Free Speech + Video + Sites

Conservatives are getting ready to handle Big Tech censorship — the wrong way. Breitbart wants Facebook, Twitter et al to be regulated as common carriers. Take American Majority as another such supporter. (“American Majority is a nonprofit organization that provides training to conservative activists and political candidates in the United States.”) Its CEO, Ned Ryun, calls for such re-regulation.

His argument is fallacious: “Pause for a moment and consider that argument for private restaurants denying people of color service because they were the wrong skin color. We, of course, know that behavior was a gross violation of blacks’ civil rights.”

No one has a right (or a “civil” right) to be a customer of a business. Conversely, owners of a business, which is their property, have a right to deny service to prospective customers for any reason or no reason at all.

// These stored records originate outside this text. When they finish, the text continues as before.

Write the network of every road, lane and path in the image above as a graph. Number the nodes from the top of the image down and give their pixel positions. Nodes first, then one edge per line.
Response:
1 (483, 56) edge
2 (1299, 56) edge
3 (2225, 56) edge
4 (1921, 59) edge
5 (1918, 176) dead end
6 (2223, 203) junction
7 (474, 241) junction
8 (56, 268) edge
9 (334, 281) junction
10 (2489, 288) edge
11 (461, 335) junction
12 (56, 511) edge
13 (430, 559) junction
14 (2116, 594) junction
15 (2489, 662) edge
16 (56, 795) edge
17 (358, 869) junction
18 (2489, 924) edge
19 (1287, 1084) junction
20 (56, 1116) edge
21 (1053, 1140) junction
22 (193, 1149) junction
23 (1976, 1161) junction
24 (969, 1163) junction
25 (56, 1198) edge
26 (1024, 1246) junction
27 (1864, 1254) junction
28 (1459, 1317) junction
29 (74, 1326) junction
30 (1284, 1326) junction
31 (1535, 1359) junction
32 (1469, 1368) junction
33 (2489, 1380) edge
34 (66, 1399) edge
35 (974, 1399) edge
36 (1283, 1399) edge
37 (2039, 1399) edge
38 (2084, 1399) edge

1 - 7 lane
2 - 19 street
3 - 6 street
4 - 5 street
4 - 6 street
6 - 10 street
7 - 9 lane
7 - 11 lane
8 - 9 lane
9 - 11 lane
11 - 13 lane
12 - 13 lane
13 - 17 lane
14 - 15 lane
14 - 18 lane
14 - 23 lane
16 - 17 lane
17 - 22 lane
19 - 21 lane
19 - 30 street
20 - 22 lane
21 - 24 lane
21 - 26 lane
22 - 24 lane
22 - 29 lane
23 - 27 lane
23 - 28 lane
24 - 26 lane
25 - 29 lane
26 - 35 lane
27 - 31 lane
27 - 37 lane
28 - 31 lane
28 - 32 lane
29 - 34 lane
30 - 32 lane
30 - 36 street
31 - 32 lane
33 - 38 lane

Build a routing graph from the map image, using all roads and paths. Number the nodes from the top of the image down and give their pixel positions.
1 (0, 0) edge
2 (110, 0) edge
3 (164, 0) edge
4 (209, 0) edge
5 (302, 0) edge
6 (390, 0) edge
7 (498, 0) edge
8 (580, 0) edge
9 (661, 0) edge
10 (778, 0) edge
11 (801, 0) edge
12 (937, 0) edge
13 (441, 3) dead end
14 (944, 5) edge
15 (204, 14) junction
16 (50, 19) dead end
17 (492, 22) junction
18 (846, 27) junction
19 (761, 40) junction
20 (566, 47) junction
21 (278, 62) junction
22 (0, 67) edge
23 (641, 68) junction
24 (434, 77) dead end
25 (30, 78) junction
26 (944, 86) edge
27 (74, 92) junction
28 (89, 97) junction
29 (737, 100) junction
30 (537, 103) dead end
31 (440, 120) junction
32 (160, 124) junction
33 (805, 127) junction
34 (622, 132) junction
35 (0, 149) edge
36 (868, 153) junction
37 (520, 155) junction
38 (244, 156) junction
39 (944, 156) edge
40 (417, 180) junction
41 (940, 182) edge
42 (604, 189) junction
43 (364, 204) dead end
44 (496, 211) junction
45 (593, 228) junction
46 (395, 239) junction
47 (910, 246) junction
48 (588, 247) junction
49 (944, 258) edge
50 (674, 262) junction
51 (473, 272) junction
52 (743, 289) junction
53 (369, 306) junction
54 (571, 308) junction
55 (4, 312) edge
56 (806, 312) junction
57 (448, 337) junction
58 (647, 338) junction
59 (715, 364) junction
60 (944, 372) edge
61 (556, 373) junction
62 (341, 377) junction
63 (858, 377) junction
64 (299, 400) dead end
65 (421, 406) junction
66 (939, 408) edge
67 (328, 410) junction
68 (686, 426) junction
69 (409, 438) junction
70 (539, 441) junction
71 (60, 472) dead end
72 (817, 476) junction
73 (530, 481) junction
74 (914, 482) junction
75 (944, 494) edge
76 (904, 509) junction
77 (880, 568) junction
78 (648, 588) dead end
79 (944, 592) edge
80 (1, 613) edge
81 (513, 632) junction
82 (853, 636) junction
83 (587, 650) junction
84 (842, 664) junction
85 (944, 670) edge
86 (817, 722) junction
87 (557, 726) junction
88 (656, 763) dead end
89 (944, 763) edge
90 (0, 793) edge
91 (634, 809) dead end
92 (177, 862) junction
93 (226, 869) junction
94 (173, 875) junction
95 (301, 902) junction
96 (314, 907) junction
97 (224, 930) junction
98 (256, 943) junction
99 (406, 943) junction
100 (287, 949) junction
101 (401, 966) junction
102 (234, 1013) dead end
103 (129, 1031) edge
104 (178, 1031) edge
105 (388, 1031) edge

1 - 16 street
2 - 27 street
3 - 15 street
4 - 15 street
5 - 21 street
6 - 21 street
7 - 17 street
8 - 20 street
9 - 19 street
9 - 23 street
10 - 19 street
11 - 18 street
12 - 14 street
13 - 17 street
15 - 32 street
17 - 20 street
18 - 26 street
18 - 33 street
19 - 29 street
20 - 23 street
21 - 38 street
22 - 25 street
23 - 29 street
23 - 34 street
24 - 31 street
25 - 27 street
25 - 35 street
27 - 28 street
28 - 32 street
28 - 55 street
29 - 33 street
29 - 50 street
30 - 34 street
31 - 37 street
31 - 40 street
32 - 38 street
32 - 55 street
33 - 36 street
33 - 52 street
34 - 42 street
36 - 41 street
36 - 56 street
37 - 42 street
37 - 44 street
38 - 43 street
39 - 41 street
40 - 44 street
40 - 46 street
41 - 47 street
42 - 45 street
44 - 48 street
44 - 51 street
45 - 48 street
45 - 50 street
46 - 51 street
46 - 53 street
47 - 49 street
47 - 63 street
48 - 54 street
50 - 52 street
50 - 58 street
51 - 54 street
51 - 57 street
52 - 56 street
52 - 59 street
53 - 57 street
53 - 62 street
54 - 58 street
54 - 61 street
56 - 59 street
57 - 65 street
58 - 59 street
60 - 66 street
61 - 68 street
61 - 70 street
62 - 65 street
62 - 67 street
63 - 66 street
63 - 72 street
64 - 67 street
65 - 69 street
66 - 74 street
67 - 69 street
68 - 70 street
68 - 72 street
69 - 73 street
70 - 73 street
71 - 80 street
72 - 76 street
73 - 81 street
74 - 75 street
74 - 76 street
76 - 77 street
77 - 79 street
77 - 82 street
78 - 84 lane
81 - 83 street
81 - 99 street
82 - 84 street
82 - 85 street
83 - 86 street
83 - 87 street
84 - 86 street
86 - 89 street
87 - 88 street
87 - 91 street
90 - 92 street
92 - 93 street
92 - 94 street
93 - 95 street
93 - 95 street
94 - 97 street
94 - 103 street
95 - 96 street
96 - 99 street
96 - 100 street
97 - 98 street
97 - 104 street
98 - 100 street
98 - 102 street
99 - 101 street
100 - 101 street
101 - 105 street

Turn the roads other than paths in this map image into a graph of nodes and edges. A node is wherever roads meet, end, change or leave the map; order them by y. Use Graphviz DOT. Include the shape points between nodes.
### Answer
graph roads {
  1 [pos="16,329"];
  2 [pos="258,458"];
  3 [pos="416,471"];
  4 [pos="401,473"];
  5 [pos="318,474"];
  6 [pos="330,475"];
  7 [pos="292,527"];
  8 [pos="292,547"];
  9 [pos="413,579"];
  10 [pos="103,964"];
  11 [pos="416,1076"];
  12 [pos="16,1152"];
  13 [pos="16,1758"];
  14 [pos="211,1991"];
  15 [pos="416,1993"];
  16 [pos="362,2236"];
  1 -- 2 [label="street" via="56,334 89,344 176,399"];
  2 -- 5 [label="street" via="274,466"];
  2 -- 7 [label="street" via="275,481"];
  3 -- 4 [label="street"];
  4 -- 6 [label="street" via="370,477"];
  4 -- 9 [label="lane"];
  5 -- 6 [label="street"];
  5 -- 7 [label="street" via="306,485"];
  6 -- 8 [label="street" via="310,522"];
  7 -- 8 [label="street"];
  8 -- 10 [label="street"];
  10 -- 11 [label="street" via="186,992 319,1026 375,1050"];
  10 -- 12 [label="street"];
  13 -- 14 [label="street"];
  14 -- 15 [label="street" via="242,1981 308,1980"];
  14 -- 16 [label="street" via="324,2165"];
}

Having accepted Title VII of the flawed Civil Rights Act of 1964 as a premise, conservatives now logically infer that Big Tech can be forced to accommodate all possible users, possibly with government-made rules (censorship) about what may or may not be said in this newly-defined “public” space.

What’s this mean, if not censorship located at a different source, one that melds Big Tech and Big Government?

Worried about monopoly and being shut out of access to everyone on the internet? Don’t be! Think of the profit opportunity in running a free speech platform. It doesn’t cost that much to build up such a business and to attract customers who’ve been taken off of the Big Tech platforms. The right to start such a business is the flip side of the right of Facebook to turn away users and regulate its content. The government has no business in censoring us. Its only proper business is protecting our property rights, those of Facebook and those of entrepreneurs building new platforms.

If Big Tech and Big Government jointly establish speech rules, it goes against the First Amendment. What else happens? It freezes out the new competitors or potential competitors, because they are forced into adopting the new “industry” rules and standards. Their comparative advantage in hosting wild and woolly free speech disappears. They can’t attract their clienteles. Big Tech becomes a government-born cartel or monopoly.

Big Tech is NOT at present a monopoly, because anyone can start a new social media platform. It’s already happening. Conservatives, stop! Look! Listen! Do not again do the wrong thing by falling into the big government trap.

Search on Free speech + video + sites. You will begin to discover some alternatives to Big Tech platforms. For example, there is Gab. There is Brighteon. Search on uncensored + social + platforms, and you’ll find more links.

The stock of Facebook took a hit from which it has largely recovered. Once its head began calling for government regulation, the stock went up. This is because the market recognizes that Facebook is headed for cartel leadership. This is what the Republican solution amounts to, and it’s the wrong way to go.

Whatever privileges of regulation and subsidy and patent protection and business contracts that the Big Tech giants currently have, these should be removed. Their presence doesn’t justify further intrusion of government, which denies the property rights of everyone.

And the government construction of “civil” rights also doesn’t justify extending them into new areas of regulation and thereby destroying rights and creating privileges.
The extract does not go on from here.